What this chapter covers
- 01BST recap and the height = O(log n)? degeneration trap
- 02AVL balance factor and when an insert breaks it
- 03The four rotations: single LL / RR, double LR / RL
- 042-3 trees: 2-nodes and 3-nodes, all leaves at the same depth
- 05Split-and-promote insertion; guaranteed O(log n) operations
Worked example: an AVL rotation
- +1Insert 10, then 20. Tree is 10 with right child 20; balance factor of 10 is −1 — still allowed.
- +1Insert 30. Now 10→20→30 is a right-leaning chain; balance factor of 10 is −2 — unbalanced.
- +1Diagnose and rotate. The imbalance is right-right (RR), so a single left rotation about 10 lifts 20 to the root.

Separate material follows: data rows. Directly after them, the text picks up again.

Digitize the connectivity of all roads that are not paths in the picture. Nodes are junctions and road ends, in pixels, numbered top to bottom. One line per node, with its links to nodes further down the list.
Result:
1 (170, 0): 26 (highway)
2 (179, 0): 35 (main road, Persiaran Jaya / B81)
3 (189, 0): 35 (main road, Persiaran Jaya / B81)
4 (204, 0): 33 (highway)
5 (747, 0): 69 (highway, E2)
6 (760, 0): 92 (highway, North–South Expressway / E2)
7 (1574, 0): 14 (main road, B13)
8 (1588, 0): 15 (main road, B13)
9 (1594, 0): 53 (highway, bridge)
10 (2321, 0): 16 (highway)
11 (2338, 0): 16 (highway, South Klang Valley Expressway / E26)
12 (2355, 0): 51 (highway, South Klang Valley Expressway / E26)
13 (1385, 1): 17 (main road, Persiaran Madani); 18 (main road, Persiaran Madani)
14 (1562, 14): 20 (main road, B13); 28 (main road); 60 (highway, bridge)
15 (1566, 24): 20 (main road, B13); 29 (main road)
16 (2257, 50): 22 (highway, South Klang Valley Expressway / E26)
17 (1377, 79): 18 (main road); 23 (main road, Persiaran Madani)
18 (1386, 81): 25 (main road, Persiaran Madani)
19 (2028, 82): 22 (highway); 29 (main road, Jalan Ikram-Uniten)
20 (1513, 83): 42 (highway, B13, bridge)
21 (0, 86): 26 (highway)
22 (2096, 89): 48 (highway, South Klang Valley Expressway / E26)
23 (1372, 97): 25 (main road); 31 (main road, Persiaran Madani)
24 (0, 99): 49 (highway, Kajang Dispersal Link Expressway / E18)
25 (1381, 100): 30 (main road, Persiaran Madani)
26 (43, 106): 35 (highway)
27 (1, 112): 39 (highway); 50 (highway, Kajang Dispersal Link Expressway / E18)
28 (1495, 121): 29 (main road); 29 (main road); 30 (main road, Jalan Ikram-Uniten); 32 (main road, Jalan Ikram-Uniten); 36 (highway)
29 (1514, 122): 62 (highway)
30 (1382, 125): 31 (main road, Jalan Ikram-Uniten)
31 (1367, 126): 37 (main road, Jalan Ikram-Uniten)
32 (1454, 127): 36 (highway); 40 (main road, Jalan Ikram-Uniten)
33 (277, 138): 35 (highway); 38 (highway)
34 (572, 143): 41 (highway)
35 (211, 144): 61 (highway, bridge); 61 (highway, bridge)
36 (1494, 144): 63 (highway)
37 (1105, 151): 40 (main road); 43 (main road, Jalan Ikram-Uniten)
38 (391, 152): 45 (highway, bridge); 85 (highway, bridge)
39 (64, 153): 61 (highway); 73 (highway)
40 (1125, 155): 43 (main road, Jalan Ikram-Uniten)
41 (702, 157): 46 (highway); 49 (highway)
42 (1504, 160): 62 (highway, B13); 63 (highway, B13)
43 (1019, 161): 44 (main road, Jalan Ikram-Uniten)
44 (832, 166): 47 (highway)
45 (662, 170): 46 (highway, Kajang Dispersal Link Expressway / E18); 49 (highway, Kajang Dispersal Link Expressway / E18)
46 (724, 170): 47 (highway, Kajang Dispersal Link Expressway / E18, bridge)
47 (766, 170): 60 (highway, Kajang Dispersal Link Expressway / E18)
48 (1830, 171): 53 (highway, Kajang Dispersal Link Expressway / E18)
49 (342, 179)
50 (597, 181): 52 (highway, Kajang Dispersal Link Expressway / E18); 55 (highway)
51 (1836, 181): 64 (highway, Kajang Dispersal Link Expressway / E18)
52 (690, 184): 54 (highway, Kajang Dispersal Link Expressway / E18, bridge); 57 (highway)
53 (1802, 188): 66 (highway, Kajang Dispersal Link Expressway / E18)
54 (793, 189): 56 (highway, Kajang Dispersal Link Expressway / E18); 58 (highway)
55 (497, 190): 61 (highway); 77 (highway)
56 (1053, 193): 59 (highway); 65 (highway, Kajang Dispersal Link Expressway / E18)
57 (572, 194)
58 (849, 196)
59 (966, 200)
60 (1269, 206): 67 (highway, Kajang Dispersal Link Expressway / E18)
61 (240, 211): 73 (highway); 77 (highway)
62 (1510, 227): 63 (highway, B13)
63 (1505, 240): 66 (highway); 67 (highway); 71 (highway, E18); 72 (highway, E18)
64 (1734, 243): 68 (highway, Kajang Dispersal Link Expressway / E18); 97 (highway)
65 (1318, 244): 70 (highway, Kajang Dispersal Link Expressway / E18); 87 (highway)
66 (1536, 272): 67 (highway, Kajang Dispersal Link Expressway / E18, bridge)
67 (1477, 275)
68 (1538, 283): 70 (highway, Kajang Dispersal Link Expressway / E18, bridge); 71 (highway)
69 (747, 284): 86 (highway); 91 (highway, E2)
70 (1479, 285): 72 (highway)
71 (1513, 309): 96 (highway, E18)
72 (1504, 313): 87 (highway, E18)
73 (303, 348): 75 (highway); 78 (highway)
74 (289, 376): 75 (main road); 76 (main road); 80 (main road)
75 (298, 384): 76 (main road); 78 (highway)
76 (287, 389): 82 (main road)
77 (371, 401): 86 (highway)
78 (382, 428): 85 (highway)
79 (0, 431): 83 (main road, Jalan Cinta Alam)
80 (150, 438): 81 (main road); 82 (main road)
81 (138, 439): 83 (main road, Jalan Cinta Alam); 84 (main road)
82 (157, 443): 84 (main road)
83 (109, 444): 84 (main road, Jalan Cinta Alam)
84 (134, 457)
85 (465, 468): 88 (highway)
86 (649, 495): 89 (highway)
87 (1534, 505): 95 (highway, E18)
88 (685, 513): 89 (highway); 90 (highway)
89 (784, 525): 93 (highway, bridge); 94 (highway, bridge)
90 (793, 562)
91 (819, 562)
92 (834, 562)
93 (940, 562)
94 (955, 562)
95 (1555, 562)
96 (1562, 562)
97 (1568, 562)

- +1Result. Root 20 with children 10 and 30 — height 1, balanced, all factors 0.
Key terms
- Self-balancing BST
- A binary search tree that performs rebalancing operations on insert/delete to keep its height Θ(log n), so search, insert and delete stay O(log n) even on adversarial input. AVL and 2-3 trees are the two studied here.
- Balance factor
- For an AVL node, the height of its left subtree minus the height of its right subtree. The AVL invariant keeps every balance factor in {−1, 0, +1}; an insert that pushes one to ±2 triggers a rotation.
- AVL rotation
- A local O(1) restructuring that restores the AVL balance invariant after an insert or delete. Four cases: single LL and RR for straight-line imbalances, double LR and RL for zig-zag imbalances, chosen by the shape of the unbalanced path.
- 2-3 tree
- A balanced search tree whose nodes hold one key (2-node, two children) or two keys (3-node, three children), with all leaves at the same depth. Insertion splits over-full nodes and promotes the middle key, keeping the tree height-balanced.
- Split and promote
- The 2-3 insertion mechanism: when a node would hold three keys, split it into two 2-nodes and push the middle key up to the parent, which may cascade to the root and increase the tree's height by one.
Balanced Search Trees: AVL and 2-3 FAQ
Why isn't a plain BST good enough?
Because a plain BST's height depends on insertion order. Insert sorted keys and it degenerates into a linked list of height n, making search O(n). Self-balancing trees guarantee height Θ(log n) no matter the order, which is the whole point of AVL and 2-3 trees.
How do I choose which AVL rotation to apply?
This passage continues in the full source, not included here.